** TASK TO CARRY OUT **
Each line in the entries below that holds the string "main" is to be listed.

Start of LISTED ENTRIES

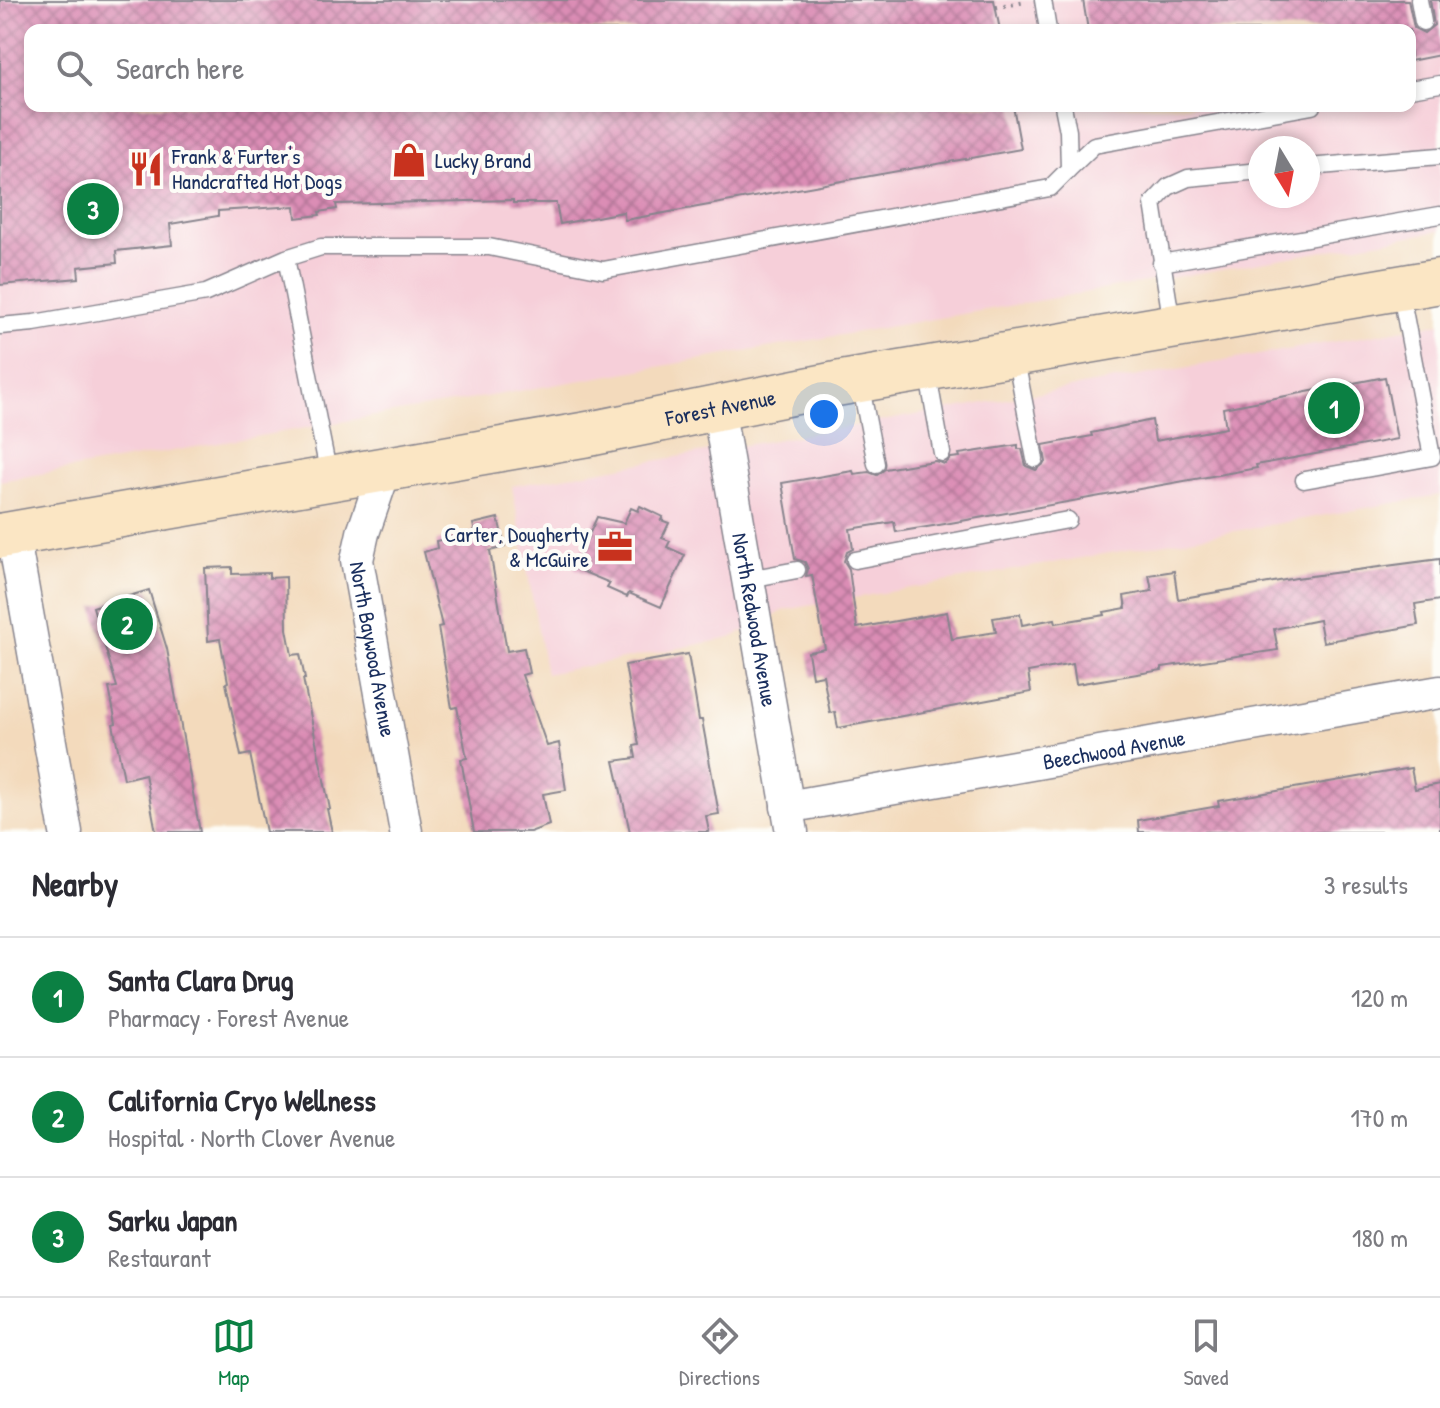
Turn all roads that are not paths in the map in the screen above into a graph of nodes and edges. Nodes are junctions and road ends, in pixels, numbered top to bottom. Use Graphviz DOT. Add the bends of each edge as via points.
graph roads {
  1 [pos="1043,0"];
  2 [pos="1419,0"];
  3 [pos="1423,22"];
  4 [pos="1047,24"];
  5 [pos="1440,84"];
  6 [pos="1416,88"];
  7 [pos="1064,112"];
  8 [pos="1278,112"];
  9 [pos="1440,156"];
  10 [pos="1320,166"];
  11 [pos="1069,169"];
  12 [pos="1248,172"];
  13 [pos="1440,215"];
  14 [pos="286,258"];
  15 [pos="1161,263"];
  16 [pos="1420,284"];
  17 [pos="0,326"];
  18 [pos="1173,326"];
  19 [pos="1014,354"];
  20 [pos="927,369"];
  21 [pos="859,380"];
  22 [pos="718,407"];
  23 [pos="942,453"];
  24 [pos="1035,459"];
  25 [pos="876,464"];
  26 [pos="385,469"];
  27 [pos="330,477"];
  28 [pos="1304,480"];
  29 [pos="1068,520"];
  30 [pos="7,535"];
  31 [pos="855,560"];
  32 [pos="797,570"];
  33 [pos="749,579"];
  34 [pos="1440,692"];
  35 [pos="789,819"];
  36 [pos="66,832"];
  37 [pos="406,832"];
  1 -- 4 [label="lane"];
  2 -- 3 [label="lane"];
  5 -- 6 [label="lane"];
  7 -- 11 [label="lane"];
  8 -- 11 [label="lane" via="1094,145"];
  9 -- 10 [label="lane"];
  11 -- 14 [label="lane" via="1050,188 603,270 489,247 321,247"];
  12 -- 15 [label="lane" via="1188,178 1168,187 1153,203"];
  13 -- 15 [label="lane"];
  14 -- 17 [label="lane" via="206,293"];
  14 -- 27 [label="lane"];
  15 -- 18 [label="lane"];
  16 -- 18 [label="main road, Forest Avenue"];
  16 -- 28 [label="lane" via="1432,457"];
  18 -- 19 [label="main road, Forest Avenue"];
  19 -- 20 [label="main road, Forest Avenue"];
  19 -- 24 [label="lane"];
  20 -- 21 [label="main road, Forest Avenue"];
  20 -- 23 [label="lane"];
  21 -- 22 [label="main road, Forest Avenue"];
  21 -- 25 [label="lane"];
  22 -- 26 [label="main road, Forest Avenue"];
  22 -- 33 [label="street, North Redwood Avenue"];
  26 -- 27 [label="main road, Forest Avenue"];
  26 -- 37 [label="street, North Baywood Avenue" via="357,560"];
  27 -- 30 [label="main road, Forest Avenue"];
  29 -- 31 [label="lane"];
  30 -- 36 [label="street"];
  32 -- 33 [label="lane"];
  33 -- 35 [label="street, North Redwood Avenue"];
  34 -- 35 [label="street, Beechwood Avenue"];
}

End of LISTED ENTRIES

** SOLUTION FOR THIS PROBLEM **
  16 -- 18 [label="main road, Forest Avenue"];
  18 -- 19 [label="main road, Forest Avenue"];
  19 -- 20 [label="main road, Forest Avenue"];
  20 -- 21 [label="main road, Forest Avenue"];
  21 -- 22 [label="main road, Forest Avenue"];
  22 -- 26 [label="main road, Forest Avenue"];
  26 -- 27 [label="main road, Forest Avenue"];
  27 -- 30 [label="main road, Forest Avenue"];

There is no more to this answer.